Of course, prejudicial depictions in news and entertainment media aren’t reserved exclusively for those from the Middle East. Over the past half century, the baton has been routinely passed between Africans, Eastern Europeans, Arabs and Iranians in the relay for ‘Hollywood villain from a foreign land’. Anti-Semitism, a mainstay of propagandists for millennia, is also growing across the globe and the Israel-Hamas conflict threatens to exacerbate this most heinous brand of discrimination. Anti-Chinese sentiment, after the emergence of Covid-19 and with growing US–China tensions, has likewise been amplified.
But the renewed focus on the Middle East’s conflicts, the outrage at Hamas’s attacks and concerns about Israel’s response and Gaza’s desperate humanitarian situation once again threaten to draw the public into simplistic and cynical analyses of the region and its people, driving exclusion, extremism and social tension here.
Social cohesion demands that each individual is held to account for their actions and judged by the content of their character, not for their ethnicity or faith.

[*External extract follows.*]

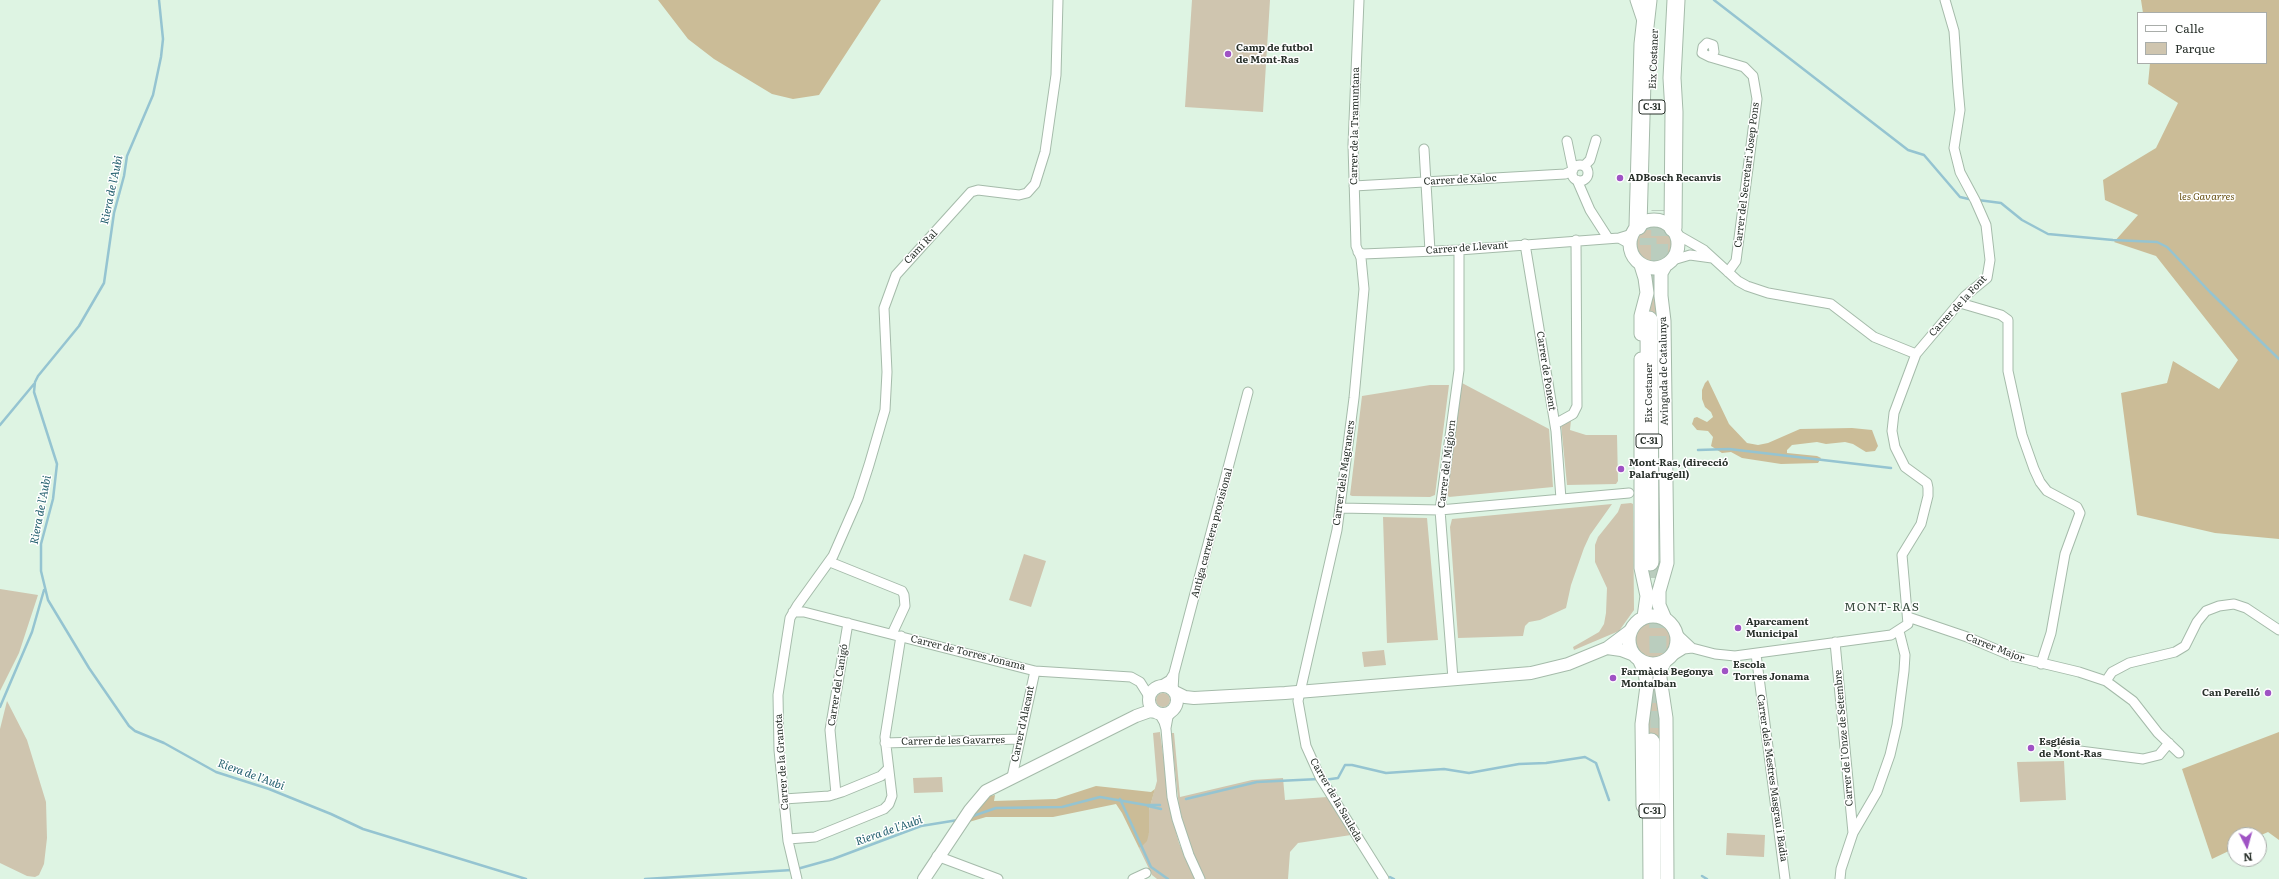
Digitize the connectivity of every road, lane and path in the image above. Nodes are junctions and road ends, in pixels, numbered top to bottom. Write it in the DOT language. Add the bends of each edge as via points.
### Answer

To protect Australia’s social fabric, public figures, media organisations, think tanks and every Australian should heed the words of Mike Burgess. In a world suffering the pangs of ethnic and religious conflict in so many places, Australia offers a model, albeit with room for improvement, of a community capable of security, cohesion and prosperity. Ambitious as it is, we must aim to export these ideals of plurality and harmony, not import the divisions that have left so many corners of the globe bloodstained and divided.